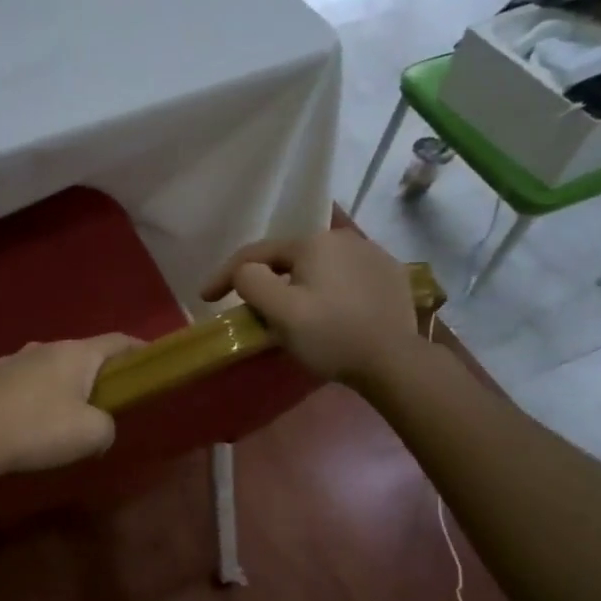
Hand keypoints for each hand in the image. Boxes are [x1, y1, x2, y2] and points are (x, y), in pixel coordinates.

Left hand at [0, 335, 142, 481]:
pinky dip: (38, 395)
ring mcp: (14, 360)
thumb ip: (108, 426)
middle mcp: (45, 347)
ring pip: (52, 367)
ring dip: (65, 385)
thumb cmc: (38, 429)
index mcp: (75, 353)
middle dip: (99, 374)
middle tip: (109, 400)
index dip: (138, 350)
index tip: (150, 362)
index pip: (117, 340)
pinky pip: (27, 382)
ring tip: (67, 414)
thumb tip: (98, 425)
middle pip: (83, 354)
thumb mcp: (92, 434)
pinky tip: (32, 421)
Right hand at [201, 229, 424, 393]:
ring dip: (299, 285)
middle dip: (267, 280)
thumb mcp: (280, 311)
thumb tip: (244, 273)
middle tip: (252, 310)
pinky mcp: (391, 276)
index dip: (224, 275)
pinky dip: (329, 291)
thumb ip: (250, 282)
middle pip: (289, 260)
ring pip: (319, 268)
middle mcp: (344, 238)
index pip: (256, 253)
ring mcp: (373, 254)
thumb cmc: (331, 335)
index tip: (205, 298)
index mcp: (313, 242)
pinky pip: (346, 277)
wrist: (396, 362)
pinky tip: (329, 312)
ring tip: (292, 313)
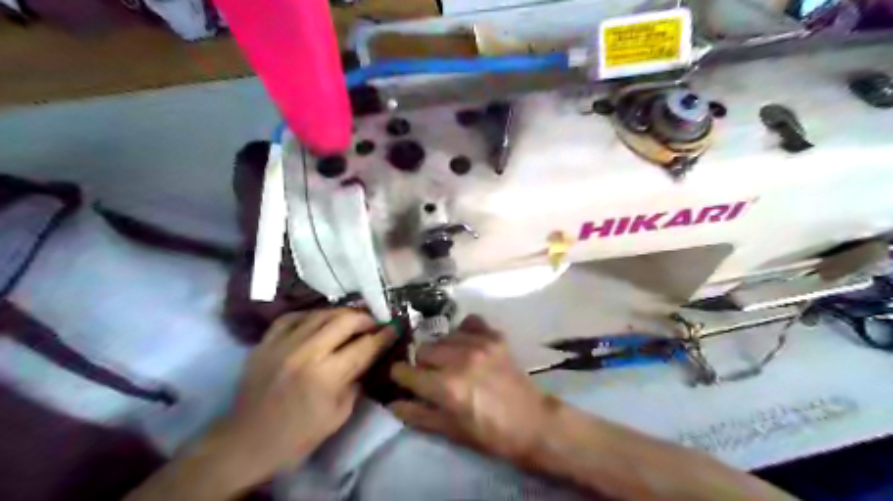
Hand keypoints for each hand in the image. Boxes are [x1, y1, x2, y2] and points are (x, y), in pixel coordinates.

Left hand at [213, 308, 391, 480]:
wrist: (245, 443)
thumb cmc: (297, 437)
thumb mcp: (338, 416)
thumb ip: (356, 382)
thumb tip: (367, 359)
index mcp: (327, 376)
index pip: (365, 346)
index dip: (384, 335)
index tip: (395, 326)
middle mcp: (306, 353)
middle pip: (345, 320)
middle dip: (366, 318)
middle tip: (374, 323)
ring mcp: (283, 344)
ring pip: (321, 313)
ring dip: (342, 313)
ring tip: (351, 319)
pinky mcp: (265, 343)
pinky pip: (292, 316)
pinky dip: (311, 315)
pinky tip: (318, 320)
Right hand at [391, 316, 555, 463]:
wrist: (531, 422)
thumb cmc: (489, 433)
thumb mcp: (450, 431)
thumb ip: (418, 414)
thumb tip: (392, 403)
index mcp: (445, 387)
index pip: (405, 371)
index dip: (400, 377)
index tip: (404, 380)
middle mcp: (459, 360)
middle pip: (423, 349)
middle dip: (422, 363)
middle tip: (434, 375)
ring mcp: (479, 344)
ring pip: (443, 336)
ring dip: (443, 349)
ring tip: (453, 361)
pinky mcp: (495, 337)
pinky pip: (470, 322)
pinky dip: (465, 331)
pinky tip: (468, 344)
******************************
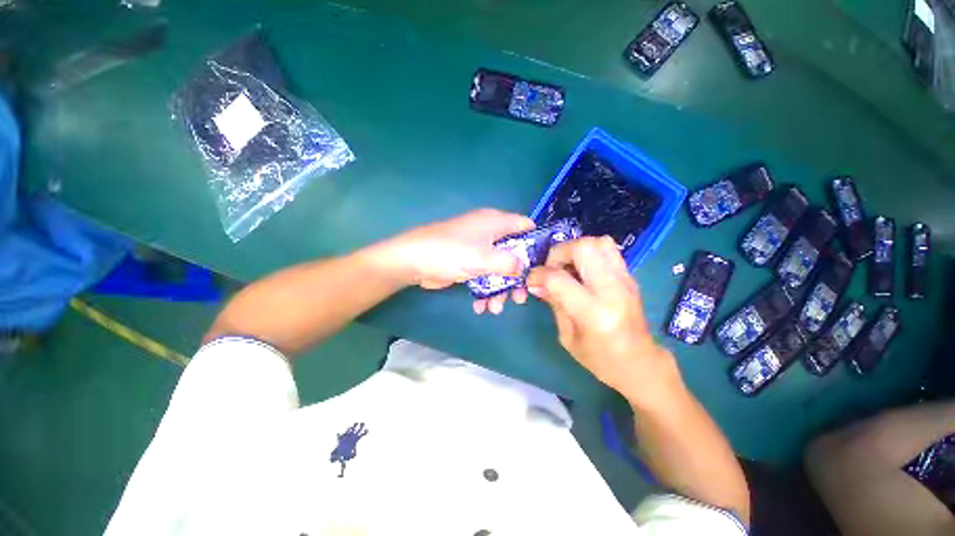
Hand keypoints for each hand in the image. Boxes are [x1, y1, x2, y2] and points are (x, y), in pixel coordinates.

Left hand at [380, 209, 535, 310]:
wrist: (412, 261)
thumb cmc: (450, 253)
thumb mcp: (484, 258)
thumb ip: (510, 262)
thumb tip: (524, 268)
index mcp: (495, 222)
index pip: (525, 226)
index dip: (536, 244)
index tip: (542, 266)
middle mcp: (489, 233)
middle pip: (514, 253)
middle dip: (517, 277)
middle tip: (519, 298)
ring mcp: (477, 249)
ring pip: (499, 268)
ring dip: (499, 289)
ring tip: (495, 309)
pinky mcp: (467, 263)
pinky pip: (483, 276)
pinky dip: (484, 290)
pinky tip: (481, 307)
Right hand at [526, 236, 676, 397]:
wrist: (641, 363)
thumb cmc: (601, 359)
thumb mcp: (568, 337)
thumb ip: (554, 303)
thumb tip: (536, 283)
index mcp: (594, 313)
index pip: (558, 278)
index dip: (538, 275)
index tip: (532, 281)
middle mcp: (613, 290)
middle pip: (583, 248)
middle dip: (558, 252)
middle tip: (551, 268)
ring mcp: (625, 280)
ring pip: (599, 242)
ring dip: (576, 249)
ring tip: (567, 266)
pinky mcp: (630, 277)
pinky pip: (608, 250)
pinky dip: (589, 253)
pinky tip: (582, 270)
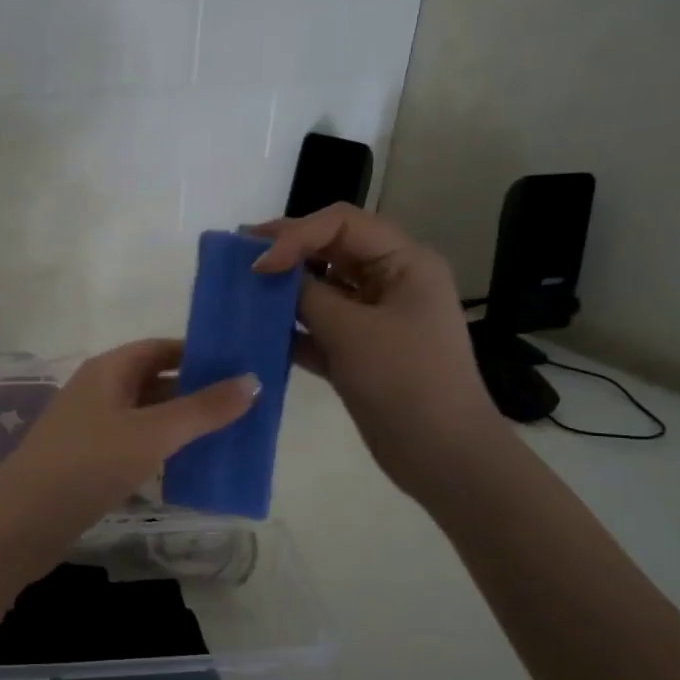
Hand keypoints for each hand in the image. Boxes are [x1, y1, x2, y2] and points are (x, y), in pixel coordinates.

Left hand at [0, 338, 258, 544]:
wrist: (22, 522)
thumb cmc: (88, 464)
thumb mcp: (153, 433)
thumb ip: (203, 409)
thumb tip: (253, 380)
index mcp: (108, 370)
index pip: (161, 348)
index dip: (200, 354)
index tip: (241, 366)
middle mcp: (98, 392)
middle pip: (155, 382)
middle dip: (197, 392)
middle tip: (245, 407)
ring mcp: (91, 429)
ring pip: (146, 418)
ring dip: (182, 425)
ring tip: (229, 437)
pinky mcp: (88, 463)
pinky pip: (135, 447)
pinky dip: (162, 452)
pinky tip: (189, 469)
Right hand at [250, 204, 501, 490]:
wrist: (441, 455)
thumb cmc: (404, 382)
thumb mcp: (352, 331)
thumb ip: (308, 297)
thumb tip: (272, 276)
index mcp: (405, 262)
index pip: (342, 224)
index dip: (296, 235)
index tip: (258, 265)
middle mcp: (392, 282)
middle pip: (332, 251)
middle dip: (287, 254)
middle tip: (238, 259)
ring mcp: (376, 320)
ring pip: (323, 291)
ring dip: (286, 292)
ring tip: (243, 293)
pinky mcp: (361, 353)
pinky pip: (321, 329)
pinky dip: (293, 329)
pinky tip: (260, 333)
******************************
▶ PROBLEM TO SOLVE:
All lines above from the line with "middle tip: (434, 375)" through the line with "pinky tip: (468, 344)", both included, are to be set down exactly, with nothing else.

▶ EXERCISE OUTPUT:
middle tip: (434, 375)
ring mcp: (479, 344)
ring pip: (443, 336)
ring dip: (443, 349)
ring tip: (453, 361)
pinky mcp: (495, 337)
pinky pip: (470, 322)
pinky dip: (465, 331)
pinky tip: (468, 344)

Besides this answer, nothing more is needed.